21 déc. 2016

Gaufres parfum solitude

(Nouvelle publiée en 2014 pour le CE1D - lien vers le texte intégral) 

C’est une grande dame aux cheveux courts qui vient de l’emmener ici. Elle essaye d’être sympathique et attentionnée, mais le gamin s’en passe bien. Il boude ferme. Quelle conne celle-là ! Soi-disant elle sait ce qui est le mieux pour lui. Rien à foutre ! Ah ça non, il en a rien à foutre ! Il n’était pas trop mal chez lui. Puis, il avait la paix… Il s’était habitué à ce qu’on ne s’occupe pas de ses bêtises. Maintenant, à cause d’elle, tout le monde demande sans arrêt comment il va. C’est agaçant.
            Son visage est tout chiffonné. Il ne voulait pas qu’on vienne le chercher, faut le comprendre. Alors il a veillé une grande partie de la nuit, caché derrière l’armoire de sa chambre. Au petit matin, la dame toute propre et toute maquillée a sonné à la porte. Personne n’a daigné lui ouvrir. Pas par rébellion, non. Parce que son père, au gamin, était effondré dans le canapé, entouré de vidanges de toutes les couleurs. Les effluves fermentés se mêlaient à la fumée bleue, épaisse et stagnante, laissée par les dizaines de cigares usés.  Fallait voir la scène quand la bonne femme a ouvert sans y être invitée.
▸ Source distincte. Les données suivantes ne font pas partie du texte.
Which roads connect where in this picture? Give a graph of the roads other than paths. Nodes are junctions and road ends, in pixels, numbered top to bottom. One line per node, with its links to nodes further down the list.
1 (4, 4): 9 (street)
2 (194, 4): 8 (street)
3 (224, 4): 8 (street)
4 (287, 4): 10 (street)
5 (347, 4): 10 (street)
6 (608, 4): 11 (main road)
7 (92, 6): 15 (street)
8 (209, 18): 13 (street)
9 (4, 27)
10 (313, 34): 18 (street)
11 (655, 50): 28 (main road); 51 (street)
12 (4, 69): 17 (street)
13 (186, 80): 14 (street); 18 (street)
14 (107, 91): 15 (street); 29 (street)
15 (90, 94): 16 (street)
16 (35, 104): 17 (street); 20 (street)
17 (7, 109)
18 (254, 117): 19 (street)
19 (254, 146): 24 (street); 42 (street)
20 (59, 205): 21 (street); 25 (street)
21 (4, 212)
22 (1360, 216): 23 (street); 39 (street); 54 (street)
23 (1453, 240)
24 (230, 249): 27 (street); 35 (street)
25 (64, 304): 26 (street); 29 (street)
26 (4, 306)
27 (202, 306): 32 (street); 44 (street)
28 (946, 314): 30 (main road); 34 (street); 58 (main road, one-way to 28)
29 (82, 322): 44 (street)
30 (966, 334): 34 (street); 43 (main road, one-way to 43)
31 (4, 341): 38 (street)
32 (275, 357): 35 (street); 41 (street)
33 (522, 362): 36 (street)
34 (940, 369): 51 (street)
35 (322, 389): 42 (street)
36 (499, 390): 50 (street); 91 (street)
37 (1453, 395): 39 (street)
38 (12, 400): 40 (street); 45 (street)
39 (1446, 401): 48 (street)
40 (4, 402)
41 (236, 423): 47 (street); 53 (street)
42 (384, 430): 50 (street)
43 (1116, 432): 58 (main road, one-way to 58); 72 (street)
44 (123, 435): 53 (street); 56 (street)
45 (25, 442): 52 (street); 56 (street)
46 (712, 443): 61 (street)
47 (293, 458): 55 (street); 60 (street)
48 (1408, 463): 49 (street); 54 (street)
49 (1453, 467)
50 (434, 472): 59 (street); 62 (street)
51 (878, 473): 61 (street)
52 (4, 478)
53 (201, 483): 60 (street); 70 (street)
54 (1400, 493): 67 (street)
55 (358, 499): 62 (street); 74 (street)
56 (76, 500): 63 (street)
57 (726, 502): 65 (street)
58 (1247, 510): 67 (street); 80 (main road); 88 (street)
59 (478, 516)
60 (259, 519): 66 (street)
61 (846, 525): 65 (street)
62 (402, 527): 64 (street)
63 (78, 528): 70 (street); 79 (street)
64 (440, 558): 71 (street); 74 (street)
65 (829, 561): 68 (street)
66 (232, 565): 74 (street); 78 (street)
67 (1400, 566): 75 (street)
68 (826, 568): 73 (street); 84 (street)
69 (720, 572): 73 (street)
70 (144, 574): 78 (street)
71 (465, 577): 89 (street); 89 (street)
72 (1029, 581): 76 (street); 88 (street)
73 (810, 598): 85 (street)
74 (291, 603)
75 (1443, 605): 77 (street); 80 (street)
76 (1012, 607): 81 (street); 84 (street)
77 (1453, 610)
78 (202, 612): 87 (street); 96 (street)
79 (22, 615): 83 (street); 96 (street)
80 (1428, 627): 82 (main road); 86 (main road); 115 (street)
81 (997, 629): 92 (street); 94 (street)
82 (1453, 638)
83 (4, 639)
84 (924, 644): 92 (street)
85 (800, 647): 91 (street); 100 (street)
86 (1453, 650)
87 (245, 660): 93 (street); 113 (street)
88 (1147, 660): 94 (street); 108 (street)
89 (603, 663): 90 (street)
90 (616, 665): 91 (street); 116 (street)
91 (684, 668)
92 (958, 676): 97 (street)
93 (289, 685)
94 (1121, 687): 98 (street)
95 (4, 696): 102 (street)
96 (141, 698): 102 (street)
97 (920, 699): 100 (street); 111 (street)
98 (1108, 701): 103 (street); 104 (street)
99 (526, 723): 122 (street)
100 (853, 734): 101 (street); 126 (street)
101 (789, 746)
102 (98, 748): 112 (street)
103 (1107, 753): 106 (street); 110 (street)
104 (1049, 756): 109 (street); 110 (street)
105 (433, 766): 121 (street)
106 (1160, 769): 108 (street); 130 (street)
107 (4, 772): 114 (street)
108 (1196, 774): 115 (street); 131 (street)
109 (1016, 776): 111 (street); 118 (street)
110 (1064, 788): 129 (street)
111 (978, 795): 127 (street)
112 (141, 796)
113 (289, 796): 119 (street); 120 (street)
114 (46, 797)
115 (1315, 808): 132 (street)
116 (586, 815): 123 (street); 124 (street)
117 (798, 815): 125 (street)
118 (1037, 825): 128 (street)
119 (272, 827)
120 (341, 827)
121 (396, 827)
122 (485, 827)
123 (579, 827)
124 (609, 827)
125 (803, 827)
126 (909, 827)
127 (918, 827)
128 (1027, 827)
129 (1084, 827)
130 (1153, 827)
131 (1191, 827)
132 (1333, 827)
D’abord ses paupières ont écrasé ses prunelles grises pour exprimer son dégoût. Puis, elle s’est dirigée vers l’ours endormi par l’alcool, et l’a sermonné sans qu’il puisse réagir.
            Aaron a donc suivi la grande dame. Elle lui explique qu’ici, au moins, il sera bien. Mais bon, lui, il se sentait pas plus mal avant. Il n’a rien connu d’autre, donc il s’est plutôt bien adapté aux douleurs et aux manques. Il n’a jamais imaginé que ça pouvait être mieux ailleurs. Puis, franchement, il s’en fout qu’on prenne soin de lui. Il n’y croit pas. Son père, même s’il n’est pas comme il faut, il en est quand même vachement fier. D’ailleurs, il devait lui offrir un vélo. Oui, demain, c’est son anniversaire.
*
            C’est par un matin bleu et chaud que la vieillesse est venue l’agresser. Elle s’est glissée derrière l’arthrose de ses genoux quand Amalia descendait les escaliers. Elle a dégringolé les marches sans que la servante de la mort lui permette de se retenir à la rampe. Celle-ci riait certainement de voir ce qu’elle venait d’accomplir. Amalia, désorientée, couchée sur le palier, commençait à sentir ses os fracturés à l’intérieur de ses jambes. Ce n’est que dans l’après-midi, quand sa fille lui a rendu visite, que celle-ci a pu décrocher le combiné du téléphone, et appeler une ambulance pour sa pauvre mère. 
 Suite à cette chute,  sa fille a décidé de l’emmener vivre chez elle, avec toute la petite famille. Elle ne veut pas laisser sa mère sénile vivre seule dans une maison qui n’est pas adaptée à son âge et à ses maux. D’autant plus que ses os n’ont visiblement pas l’intention de se ressouder. Amalia passe ses journées dans une chaise roulante inconfortable sans se plaindre. Reconnaissante envers sa fille, elle préfère se taire pour ne pas être la source de toutes les préoccupations.
Elle devient peu à peu un fardeau. Incontinente, et dépendante pour se laver et se mouvoir, la honte a commencé à la ronger peu à peu. Elle cache ses larmes quand sa fille la déshabille. Elle rougit à en avoir les joues en feu quand l’odeur de l’urine lui pique les narines. Elle feint de dormir devant la télévision, pour ne pas demander qu’on augmente le volume, et pour éviter les conversations autour des informations du JT qu’elle n’entend plus. Elle a peur d’avoir perdu toute dignité.
Consciente de son état, et ne voulant pas rendre ses proches responsables de son mal-être, elle commence doucement à faire semblant de perdre la tête… Tous les jours, elle se bat pour avoir l’air perdue, pour oublier le nom de ses petits-enfants. Oublier Fabian et Flavio. Elle se dit que c’est le meilleur moyen pour que la famille délègue son cas à du personnel spécialisé. Elle attend patiemment qu’ils se disent, tous, qu’ils ne savent plus quoi faire… Amalia veut que sa fille se décharge du poids qu’elle devient. 
Cela est arrivé un mardi. Lorsqu’au diner, la petite vieille a insulté son gendre et lui a envoyé son bout de viande au visage. Sa fille a décidé qu’elle finirait sa vie à la maison de retraite du quartier voisin.